When I first started listening to music, it was on vinyl records. Then we used cassette tapes—source of the first mix tapes—and, yes, we would copy each others’ albums without paying any royalties. Next came CDs, followed by digital downloads. And now, of course, we’re all streaming.
It seems like a natural progression, in hindsight. But it wasn’t. Each format shift was a battle, and no one knew how it would turn out. What was worth investing in, and what could you wait out? (My in-laws still have an 8-track player. Anyone want it?)
But the biggest change in the music business, by far, has been the most recent one. That’s because streaming required a radical alteration in ingrained behavior. In 2008, Fast Company highlighted Real Networks as one of our World’s Most Innovative Companies honorees; its Rhapsody business was an early proponent of music-as-a-service. Today, this sort of model is widespread—not only in music but in many areas, including software—but a decade ago most of us weren’t close to accepting it. We owned the music we loved, thank you very much. We could share it with whomever we wanted, pass it down to the next generation even. It was ours. And along comes an outfit trying to convince us that a monthly fee made more sense? Please. Then we’d be shackled to them.
What Rhapsody and its ilk did (most emphatically in the form of Spotify, which first appeared on our Most Innovative Companies list in 2010, before it was available in the United States) is not only turn that logic on its head but reconstitute our emotional relationship with music. Today, there are more than 60 million people who pay for music as a streaming service, and the number continues to climb. We have been enticed by ease of use, and access to an almost limitless supply of tunes.

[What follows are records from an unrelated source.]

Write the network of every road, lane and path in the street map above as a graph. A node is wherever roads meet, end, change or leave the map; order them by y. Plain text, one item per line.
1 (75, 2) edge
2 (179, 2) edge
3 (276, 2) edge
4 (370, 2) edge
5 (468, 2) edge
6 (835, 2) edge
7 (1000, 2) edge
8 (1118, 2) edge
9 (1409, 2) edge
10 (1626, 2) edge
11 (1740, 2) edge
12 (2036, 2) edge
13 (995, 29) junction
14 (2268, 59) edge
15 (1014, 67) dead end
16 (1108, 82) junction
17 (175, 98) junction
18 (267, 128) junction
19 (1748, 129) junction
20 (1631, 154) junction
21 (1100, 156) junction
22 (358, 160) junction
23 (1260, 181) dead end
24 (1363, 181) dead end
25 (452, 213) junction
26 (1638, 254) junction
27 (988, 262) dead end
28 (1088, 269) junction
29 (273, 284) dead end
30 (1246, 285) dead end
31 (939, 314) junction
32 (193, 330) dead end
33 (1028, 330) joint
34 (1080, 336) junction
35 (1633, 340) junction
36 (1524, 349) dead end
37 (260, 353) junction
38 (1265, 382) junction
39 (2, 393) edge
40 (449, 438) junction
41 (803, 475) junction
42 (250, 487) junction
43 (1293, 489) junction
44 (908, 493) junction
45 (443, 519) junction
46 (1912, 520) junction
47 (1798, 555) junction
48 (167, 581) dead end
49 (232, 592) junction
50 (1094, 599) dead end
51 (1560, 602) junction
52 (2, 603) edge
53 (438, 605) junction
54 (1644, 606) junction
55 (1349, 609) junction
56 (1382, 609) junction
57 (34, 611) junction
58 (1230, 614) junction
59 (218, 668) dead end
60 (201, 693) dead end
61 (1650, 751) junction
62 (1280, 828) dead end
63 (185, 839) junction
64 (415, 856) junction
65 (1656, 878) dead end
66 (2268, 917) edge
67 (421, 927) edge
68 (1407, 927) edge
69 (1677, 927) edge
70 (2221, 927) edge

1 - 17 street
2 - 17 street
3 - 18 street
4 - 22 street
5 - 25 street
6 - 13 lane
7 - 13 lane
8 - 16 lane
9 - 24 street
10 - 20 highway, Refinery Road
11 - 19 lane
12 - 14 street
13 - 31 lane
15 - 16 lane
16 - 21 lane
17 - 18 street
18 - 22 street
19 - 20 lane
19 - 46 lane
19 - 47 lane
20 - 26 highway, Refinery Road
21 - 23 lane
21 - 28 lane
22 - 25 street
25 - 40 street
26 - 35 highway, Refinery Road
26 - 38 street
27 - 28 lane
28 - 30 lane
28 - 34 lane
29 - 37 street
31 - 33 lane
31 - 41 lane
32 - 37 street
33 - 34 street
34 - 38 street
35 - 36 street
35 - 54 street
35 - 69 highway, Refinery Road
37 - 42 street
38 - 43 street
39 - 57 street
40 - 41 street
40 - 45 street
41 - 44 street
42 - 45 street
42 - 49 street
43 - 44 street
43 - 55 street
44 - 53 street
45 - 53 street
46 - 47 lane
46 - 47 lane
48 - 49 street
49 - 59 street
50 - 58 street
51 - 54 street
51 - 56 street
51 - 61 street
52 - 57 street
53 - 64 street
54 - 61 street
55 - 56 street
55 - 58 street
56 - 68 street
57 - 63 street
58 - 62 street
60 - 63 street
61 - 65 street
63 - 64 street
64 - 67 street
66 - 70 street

Engineering this habit shift was never a certainty. Which is worth reminding ourselves, because many of today’s most exciting new businesses are predicated on a similar sort of behavioral change. Our evolution to a cashless economy, for instance, faces cultural and emotional hurdles that are at least as difficult as any technological or regulatory ones. The ecosystem in place from Square and Stripe, Venmo and AppleTouch ID, is increasingly robust—who needs cash to buy a Starbucks Frappuccino?—yet we still have paper money and even coins in our pockets.
Understanding the human motivations behind a fixed behavior is every bit as important as identifying the potential of new habits. Only by designing an experience that solves both challenges will innovators have a chance of altering our reflexive responses.
Think about Airbnb. Its entire business is based on a far-out notion: that we’d prefer to sleep in a stranger’s house than in a predicable hotel-chain room. That word, “predictable,” is both Airbnb’s obstacle and its opportunity. The concept of the modern hotel chain grew in the middle of the last century as a response to dodgy “roadside” inns that until then were the norm for travelers outside the city. Holiday Inn recognized that the prospect of a Bates Motel could be countered by a more dependable, safe, clean alternative. (Plus: You could bring the kids along for free!) The consistency of staying at such a hotel was the appeal—as it remains today, for many business and leisure travelers.
Airbnb recognized, though, that a new generation—more adventurous, interested in personal interaction and community—was bored with the established options. Taking on decades of standardized experience, Airbnb deployed modern technology and inviting user-experience techniques. And the extra kick: Airbnb’s sharing-economy attributes offered both economic benefits and a sustainability narrative that provided an emotional counterpoint to the more anodyne hotel industry. And the business took off.
Airbnb has tapped into an unmet need (and copycats have emerged), but its long-term success isn’t assured yet, particularly at the level that the company’s multi-billion-dollar valuation implies. To conquer the full market, it will have to meet the same need that Holiday Inn did: predictability. Our cultural habits have begun to shift, just as they have with music and cashless payments, but tough obstacles still linger. For all of our technological advances, the human element remains the ultimate challenge.